Синеуля от ржи и трав так подвело, что он еле таскал ноги в бечеве. Как услышал новокрест, что на Успенье придется поститься пуще прежнего, глаза его слиплись в две щелки, губы сжались в гузку, он стал трубно сопеть плоским носом и мотать лохматой головой.
«Сбежит!» — подумал Угрюм и предупредил передовщика.
Едва ватажные устроили стан и стали стирать одежду на теплом песке, Пантелей велел запечалившемуся тунгусу сходить в тайгу за кедровыми шишками к Ореховому Спасу. Тот радостно схватил свой трехслойный клееный лук и пропал, забыв на стане шапку. Вернулся он через два дня, веселый и насмешливый, плутовато поглядывал на постников и все донимал Угрюма расспросами, отчего тот печален в праздник.
Никакого веселья, как когда-то в большой промысловой ватаге, не было. Михей возводил собачьи глаза то к небу, то к лесу, чмокал истончавшими губами в седой бороденке. Пантелей с Угрюмом выглядели печальными и утомленными. Монахи, со светлыми лицами, сами по себе тихо радовались своему, им понятному, счастью.
Синеуль рассказывал, что видел в лесу. Притом он так приукрашивал богатство тайги, что передовщик стал задумываться, не пора ли готовиться к зиме.
— До истока этот год не дойти! — оглядывал реку. — Глянь-ка сколько воды. Шире Нижней Тунгуски.
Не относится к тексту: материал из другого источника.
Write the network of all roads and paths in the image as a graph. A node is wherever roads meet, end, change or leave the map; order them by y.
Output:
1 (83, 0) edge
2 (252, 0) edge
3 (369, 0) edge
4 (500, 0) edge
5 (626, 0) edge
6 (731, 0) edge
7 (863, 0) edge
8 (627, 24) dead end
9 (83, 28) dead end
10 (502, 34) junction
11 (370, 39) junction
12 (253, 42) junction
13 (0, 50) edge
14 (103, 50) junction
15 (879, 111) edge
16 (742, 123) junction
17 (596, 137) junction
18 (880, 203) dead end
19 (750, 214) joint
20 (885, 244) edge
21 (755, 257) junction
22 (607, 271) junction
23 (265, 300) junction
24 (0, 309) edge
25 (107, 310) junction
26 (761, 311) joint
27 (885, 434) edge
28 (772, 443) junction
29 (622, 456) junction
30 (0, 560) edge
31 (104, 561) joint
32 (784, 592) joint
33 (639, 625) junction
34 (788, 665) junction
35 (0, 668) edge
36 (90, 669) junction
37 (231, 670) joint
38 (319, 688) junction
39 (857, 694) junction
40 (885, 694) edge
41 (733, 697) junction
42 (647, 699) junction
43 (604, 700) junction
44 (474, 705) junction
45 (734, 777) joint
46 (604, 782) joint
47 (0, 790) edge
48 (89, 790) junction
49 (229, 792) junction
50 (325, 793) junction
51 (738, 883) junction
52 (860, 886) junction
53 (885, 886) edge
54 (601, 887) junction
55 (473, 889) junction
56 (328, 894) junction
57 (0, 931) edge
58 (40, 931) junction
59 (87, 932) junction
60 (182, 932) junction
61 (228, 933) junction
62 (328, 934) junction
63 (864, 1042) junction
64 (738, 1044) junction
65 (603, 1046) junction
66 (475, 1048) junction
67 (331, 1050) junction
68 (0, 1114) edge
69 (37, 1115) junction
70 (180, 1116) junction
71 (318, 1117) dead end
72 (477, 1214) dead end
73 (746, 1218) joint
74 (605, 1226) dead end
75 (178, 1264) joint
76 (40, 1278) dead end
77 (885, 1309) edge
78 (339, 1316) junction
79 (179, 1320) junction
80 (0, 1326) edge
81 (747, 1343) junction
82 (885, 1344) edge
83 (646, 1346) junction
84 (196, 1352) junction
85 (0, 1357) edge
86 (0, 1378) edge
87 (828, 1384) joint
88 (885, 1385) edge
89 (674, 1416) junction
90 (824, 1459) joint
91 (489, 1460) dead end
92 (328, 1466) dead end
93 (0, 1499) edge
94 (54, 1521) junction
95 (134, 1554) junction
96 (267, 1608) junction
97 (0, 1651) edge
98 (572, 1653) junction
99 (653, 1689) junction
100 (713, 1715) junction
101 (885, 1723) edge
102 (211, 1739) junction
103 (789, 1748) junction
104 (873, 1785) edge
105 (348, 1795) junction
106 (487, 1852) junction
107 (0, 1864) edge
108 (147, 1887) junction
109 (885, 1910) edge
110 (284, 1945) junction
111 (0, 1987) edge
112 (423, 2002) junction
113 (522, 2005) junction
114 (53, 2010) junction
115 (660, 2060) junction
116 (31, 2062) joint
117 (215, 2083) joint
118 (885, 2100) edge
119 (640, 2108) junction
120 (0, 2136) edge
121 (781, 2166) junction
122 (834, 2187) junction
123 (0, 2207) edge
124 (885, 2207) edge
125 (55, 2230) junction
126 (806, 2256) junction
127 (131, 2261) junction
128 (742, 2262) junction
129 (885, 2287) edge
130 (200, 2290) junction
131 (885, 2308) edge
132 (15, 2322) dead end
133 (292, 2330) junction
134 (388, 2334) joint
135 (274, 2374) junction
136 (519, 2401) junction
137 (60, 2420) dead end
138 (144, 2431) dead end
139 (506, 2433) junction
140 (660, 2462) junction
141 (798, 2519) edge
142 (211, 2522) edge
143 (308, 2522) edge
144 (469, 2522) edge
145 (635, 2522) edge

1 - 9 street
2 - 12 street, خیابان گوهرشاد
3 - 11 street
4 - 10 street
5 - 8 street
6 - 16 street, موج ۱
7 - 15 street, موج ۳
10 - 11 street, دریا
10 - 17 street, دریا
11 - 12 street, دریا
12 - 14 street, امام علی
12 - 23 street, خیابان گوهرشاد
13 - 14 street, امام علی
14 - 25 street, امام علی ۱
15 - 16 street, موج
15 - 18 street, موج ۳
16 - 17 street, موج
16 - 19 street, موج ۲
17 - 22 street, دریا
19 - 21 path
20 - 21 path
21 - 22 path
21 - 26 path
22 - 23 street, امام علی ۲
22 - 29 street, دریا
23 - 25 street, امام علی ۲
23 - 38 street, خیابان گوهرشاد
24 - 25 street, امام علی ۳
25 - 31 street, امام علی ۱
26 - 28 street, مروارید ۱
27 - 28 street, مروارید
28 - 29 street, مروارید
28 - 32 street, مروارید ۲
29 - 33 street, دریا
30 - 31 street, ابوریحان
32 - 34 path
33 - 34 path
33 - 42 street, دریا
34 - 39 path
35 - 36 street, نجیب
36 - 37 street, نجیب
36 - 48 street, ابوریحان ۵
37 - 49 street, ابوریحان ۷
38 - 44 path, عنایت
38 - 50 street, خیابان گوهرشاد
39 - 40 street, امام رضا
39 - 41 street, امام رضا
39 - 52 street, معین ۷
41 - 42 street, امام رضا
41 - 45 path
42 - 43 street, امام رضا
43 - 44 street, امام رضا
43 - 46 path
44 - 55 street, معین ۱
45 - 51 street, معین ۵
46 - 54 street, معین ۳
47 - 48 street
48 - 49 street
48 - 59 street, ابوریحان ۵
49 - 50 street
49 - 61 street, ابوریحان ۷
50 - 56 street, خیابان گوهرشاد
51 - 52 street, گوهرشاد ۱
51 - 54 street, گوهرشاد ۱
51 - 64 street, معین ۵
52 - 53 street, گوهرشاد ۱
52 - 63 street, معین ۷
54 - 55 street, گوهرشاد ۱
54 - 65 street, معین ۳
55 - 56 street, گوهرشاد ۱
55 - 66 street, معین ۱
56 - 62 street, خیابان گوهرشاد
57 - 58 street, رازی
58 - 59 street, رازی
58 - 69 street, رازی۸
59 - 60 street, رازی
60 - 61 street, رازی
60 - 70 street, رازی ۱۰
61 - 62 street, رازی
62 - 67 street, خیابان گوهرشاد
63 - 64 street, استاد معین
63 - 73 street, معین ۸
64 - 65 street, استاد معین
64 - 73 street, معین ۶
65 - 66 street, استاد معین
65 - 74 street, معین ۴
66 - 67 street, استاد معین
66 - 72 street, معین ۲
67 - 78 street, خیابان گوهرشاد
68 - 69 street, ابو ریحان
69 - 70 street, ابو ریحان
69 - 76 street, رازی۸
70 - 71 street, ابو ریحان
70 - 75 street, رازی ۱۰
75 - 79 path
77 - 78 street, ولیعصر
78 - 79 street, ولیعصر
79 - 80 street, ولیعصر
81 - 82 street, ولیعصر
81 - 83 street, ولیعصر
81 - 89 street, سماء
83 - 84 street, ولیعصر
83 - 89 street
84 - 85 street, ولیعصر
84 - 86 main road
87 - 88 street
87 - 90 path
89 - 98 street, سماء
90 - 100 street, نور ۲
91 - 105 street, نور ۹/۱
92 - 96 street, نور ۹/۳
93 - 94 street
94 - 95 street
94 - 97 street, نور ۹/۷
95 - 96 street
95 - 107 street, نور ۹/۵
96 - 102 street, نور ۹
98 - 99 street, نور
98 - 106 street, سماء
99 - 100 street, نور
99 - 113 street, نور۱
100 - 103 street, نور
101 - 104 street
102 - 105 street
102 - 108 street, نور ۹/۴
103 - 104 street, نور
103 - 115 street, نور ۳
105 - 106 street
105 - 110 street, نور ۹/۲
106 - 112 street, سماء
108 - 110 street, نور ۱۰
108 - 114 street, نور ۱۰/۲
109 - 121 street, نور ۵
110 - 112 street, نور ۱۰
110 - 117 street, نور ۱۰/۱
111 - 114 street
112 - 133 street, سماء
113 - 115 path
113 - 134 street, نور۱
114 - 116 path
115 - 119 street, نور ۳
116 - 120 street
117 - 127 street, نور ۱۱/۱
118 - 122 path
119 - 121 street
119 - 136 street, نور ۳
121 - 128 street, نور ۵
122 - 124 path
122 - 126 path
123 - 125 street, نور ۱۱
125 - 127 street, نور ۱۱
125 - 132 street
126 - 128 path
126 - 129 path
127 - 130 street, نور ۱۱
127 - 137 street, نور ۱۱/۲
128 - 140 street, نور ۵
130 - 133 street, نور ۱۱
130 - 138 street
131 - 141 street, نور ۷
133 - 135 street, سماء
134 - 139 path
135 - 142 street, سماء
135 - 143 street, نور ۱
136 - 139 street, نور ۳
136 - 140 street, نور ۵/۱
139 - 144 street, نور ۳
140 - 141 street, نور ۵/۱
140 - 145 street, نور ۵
Еще недели две-три пройдем, а там посмотрим.
— Если хотим соболей добыть — промышлять надо дальше от кочевий! — рассуждал Угрюм. — Монахам это зачем? Они, поди, завоют, в одиночку в зимовье сидючи! — неприязненно кривил губы. — С другой стороны, возле кочевий и мы могли бы сыто перезимовать. Тогда тунгус завоет. Чудная, однако, ватажка! — вздыхал, бросая на Пантелея быстрые скрытные взгляды.